- Exercise aim -
Take each line in the entries below that holds "Asje" and show it.
Start of Data shown
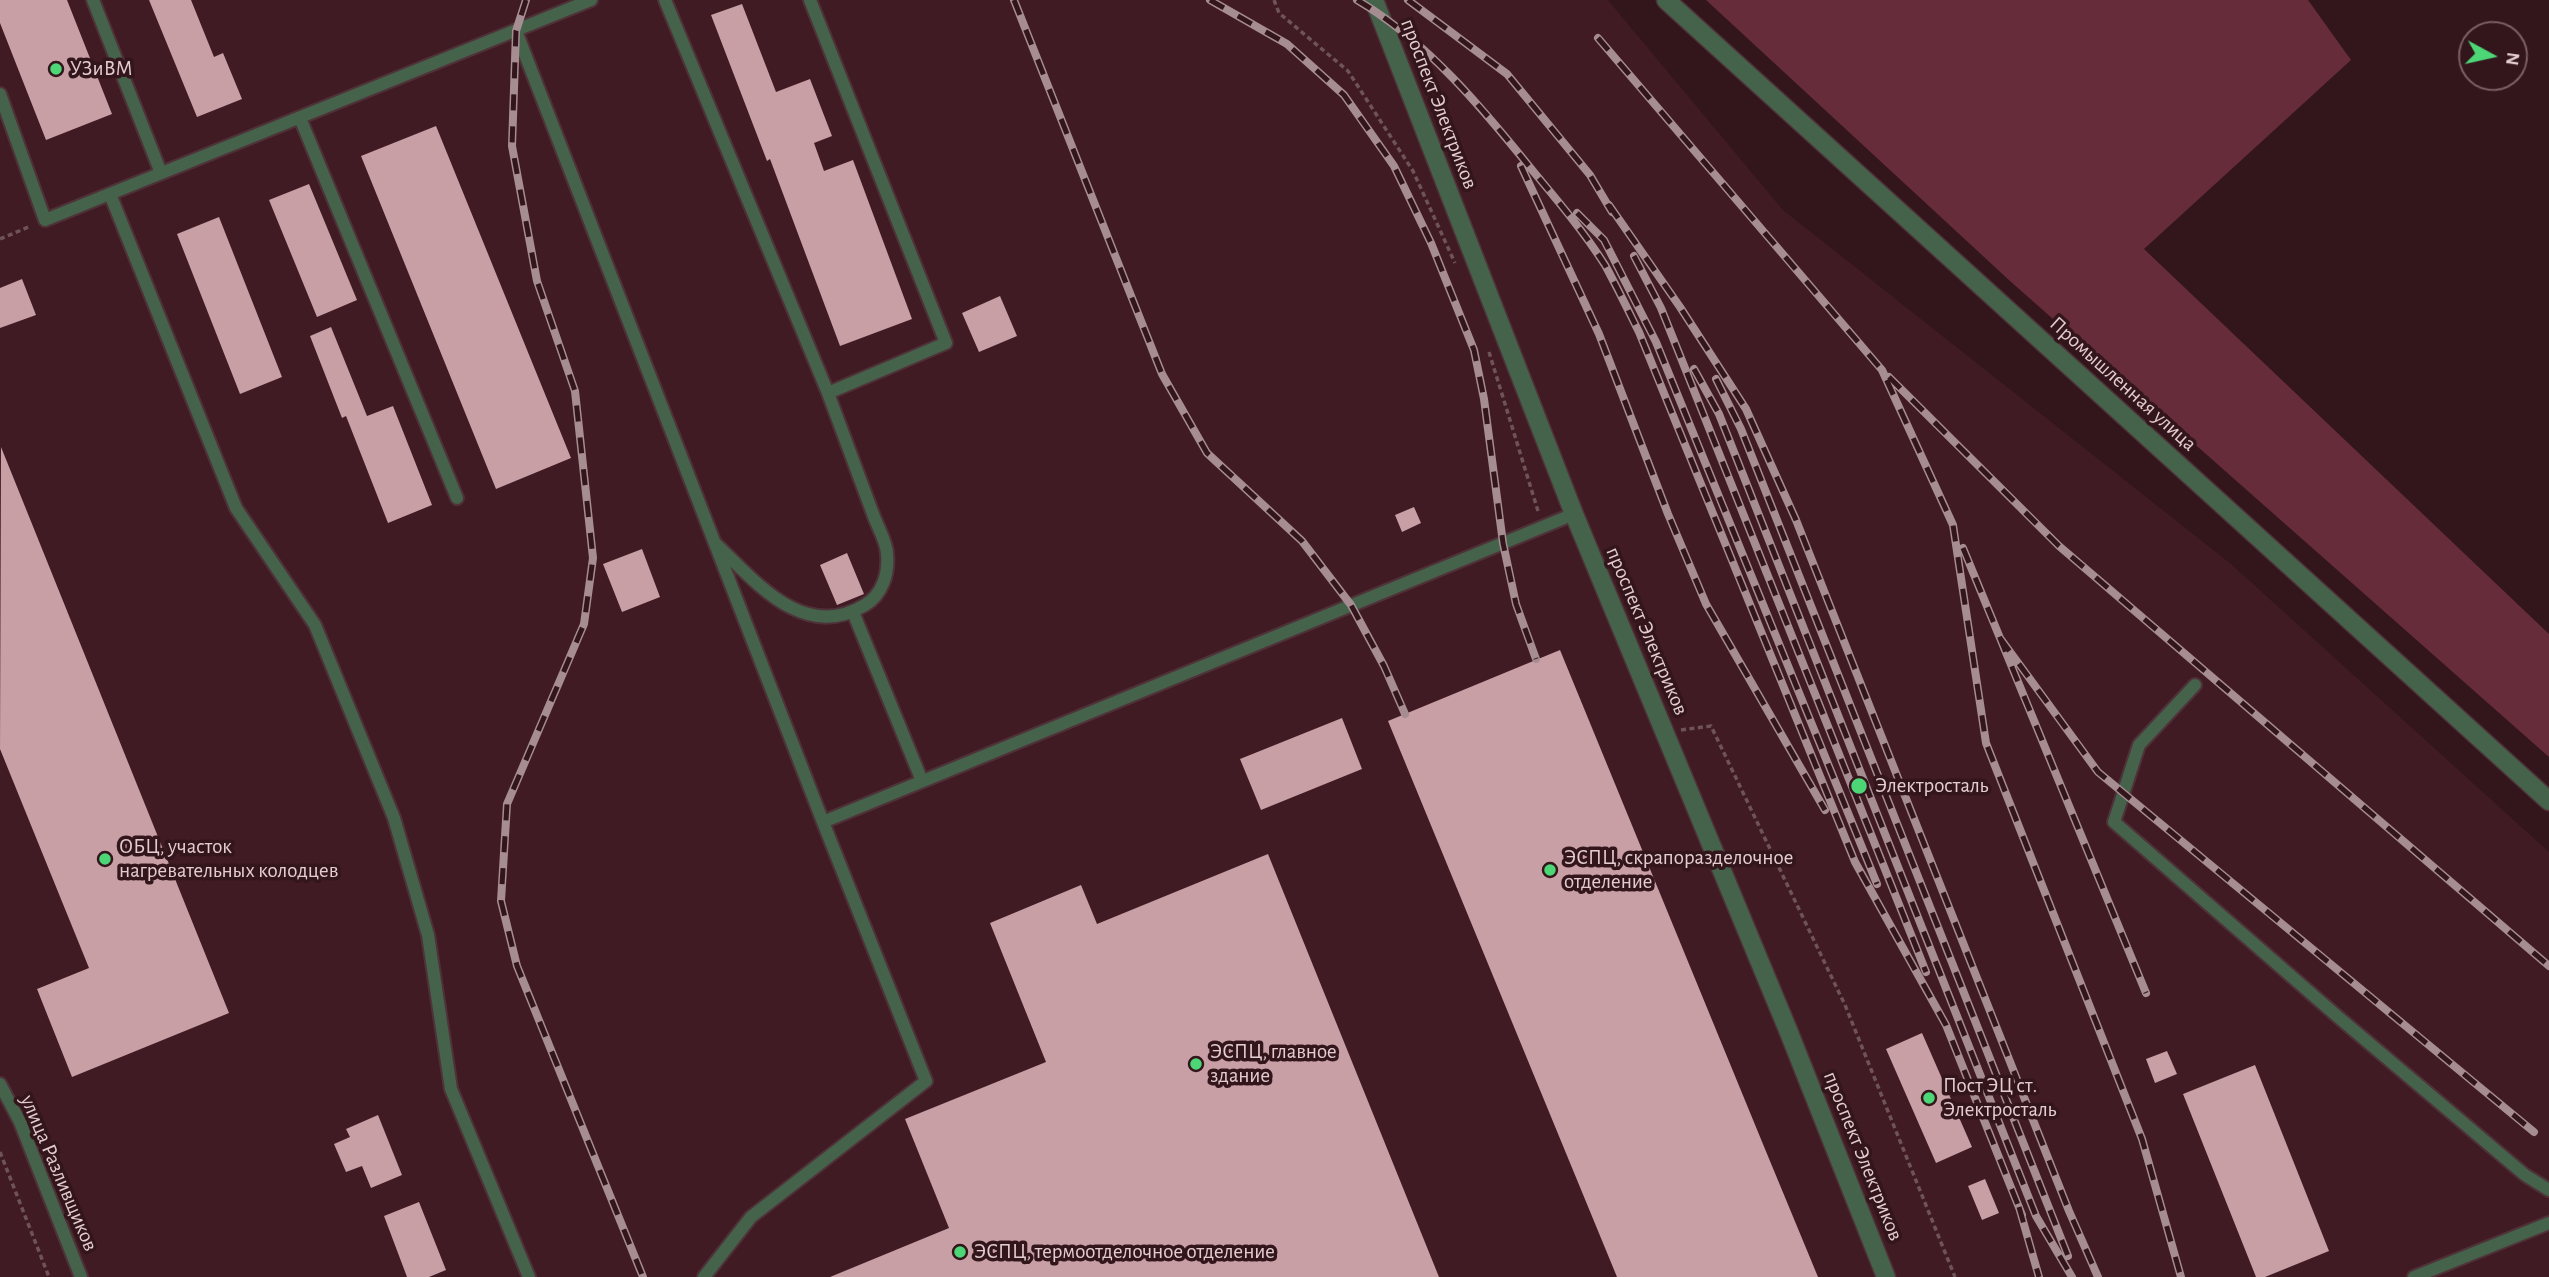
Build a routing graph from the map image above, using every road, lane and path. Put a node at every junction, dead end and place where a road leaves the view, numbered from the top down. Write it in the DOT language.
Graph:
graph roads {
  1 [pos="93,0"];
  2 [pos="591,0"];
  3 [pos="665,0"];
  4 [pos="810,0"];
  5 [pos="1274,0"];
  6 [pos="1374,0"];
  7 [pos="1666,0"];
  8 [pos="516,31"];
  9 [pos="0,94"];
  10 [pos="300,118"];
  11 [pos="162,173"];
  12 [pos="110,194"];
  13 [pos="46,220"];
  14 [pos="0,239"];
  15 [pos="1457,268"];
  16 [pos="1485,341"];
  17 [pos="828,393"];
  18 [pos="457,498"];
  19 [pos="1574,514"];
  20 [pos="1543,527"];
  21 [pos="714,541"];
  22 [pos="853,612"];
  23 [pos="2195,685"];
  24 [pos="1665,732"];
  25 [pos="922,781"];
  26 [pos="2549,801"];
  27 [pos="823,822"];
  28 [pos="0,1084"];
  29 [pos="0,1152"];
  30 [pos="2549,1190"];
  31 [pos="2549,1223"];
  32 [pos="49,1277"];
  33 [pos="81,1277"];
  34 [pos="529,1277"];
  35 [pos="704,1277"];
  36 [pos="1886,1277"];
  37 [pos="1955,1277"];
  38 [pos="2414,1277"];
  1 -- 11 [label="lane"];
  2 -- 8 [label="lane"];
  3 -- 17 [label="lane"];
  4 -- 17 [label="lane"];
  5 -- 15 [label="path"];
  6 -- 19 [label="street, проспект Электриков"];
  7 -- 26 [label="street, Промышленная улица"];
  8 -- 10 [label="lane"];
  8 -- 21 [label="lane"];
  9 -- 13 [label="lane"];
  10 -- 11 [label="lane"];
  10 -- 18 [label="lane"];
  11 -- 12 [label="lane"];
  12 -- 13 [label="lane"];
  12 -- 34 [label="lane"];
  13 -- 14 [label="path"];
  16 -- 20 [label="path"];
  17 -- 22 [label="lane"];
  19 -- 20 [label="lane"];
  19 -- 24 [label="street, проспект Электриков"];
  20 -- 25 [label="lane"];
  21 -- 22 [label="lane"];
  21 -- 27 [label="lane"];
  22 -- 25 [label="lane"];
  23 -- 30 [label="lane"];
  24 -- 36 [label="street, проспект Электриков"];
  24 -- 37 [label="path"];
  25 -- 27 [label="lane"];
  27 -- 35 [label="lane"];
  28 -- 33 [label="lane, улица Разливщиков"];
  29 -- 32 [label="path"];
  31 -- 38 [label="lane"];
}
End of Data shown
Start of Data shown
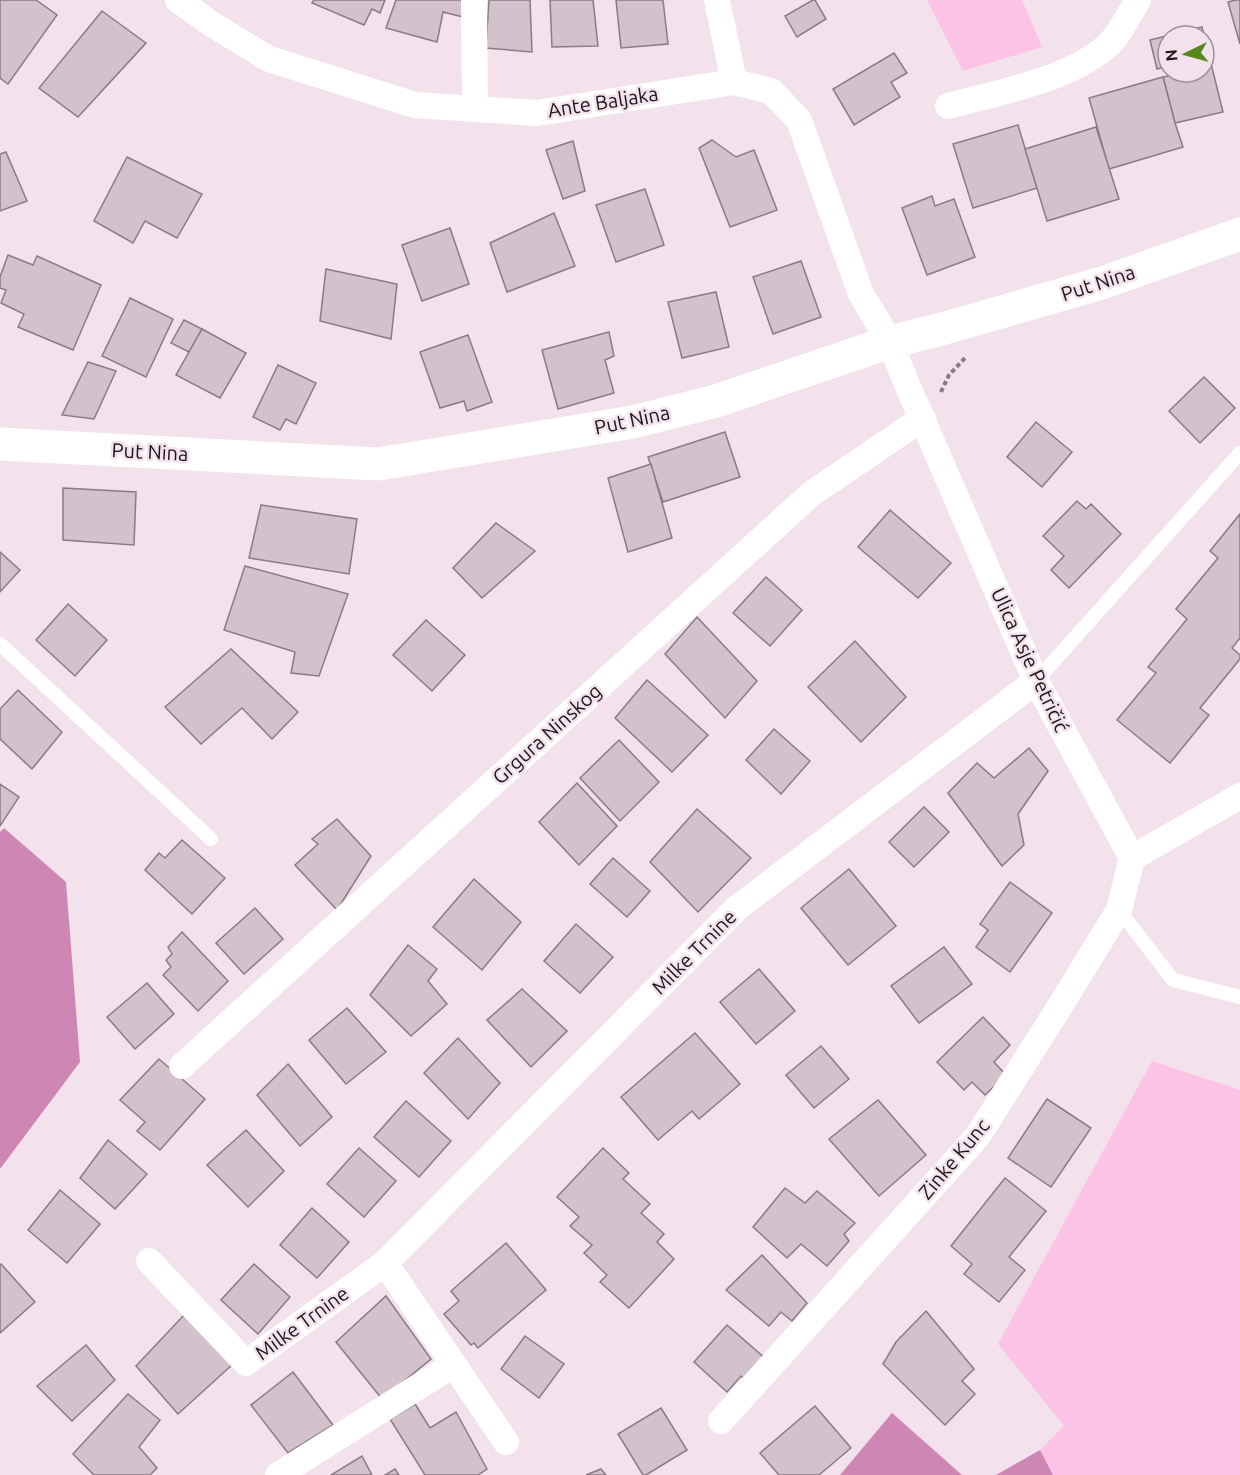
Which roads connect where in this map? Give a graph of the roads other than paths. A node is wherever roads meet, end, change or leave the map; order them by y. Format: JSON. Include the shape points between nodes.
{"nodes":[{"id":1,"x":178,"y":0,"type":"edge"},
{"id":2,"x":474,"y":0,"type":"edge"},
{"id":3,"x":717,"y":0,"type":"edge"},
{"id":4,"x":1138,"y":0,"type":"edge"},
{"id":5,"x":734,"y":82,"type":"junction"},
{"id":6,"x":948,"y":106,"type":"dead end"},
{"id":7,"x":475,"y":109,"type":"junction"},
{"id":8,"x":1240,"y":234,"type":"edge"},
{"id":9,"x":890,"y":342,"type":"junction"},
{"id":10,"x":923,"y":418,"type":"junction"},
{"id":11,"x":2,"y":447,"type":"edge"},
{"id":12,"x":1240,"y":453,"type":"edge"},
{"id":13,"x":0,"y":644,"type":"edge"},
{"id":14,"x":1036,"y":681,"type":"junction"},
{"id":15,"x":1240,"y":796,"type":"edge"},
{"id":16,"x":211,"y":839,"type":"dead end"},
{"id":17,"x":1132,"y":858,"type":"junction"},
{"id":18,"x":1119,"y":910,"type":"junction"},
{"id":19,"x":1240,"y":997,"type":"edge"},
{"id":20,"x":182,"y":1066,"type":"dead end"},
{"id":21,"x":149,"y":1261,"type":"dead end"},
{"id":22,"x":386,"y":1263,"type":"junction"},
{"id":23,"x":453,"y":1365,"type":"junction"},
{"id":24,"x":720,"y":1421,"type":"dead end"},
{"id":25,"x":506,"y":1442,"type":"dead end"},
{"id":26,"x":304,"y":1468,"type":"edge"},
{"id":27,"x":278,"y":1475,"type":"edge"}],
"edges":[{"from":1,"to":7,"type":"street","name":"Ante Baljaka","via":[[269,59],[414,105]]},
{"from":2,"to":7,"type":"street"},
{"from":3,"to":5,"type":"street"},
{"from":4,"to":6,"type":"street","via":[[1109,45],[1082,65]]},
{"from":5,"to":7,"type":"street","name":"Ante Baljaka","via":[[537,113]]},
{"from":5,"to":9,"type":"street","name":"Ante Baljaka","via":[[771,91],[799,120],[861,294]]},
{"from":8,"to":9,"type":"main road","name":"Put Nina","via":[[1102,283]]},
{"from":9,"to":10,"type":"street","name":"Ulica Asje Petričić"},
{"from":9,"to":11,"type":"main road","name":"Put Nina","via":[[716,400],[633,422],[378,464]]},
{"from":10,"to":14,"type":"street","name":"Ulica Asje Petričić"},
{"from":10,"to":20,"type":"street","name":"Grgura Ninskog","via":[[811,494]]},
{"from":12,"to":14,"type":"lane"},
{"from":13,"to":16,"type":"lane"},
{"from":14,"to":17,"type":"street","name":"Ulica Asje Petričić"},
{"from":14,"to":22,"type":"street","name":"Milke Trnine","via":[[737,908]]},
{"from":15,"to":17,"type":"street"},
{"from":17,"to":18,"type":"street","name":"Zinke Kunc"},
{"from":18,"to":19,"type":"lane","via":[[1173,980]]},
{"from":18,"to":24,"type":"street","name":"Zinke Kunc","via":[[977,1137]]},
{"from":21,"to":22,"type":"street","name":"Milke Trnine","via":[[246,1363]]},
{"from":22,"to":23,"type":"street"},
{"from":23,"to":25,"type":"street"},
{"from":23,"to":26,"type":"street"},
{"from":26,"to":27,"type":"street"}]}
End of Data shown
- Answer to the problem -
{"from":9,"to":10,"type":"street","name":"Ulica Asje Petričić"},
{"from":10,"to":14,"type":"street","name":"Ulica Asje Petričić"},
{"from":14,"to":17,"type":"street","name":"Ulica Asje Petričić"},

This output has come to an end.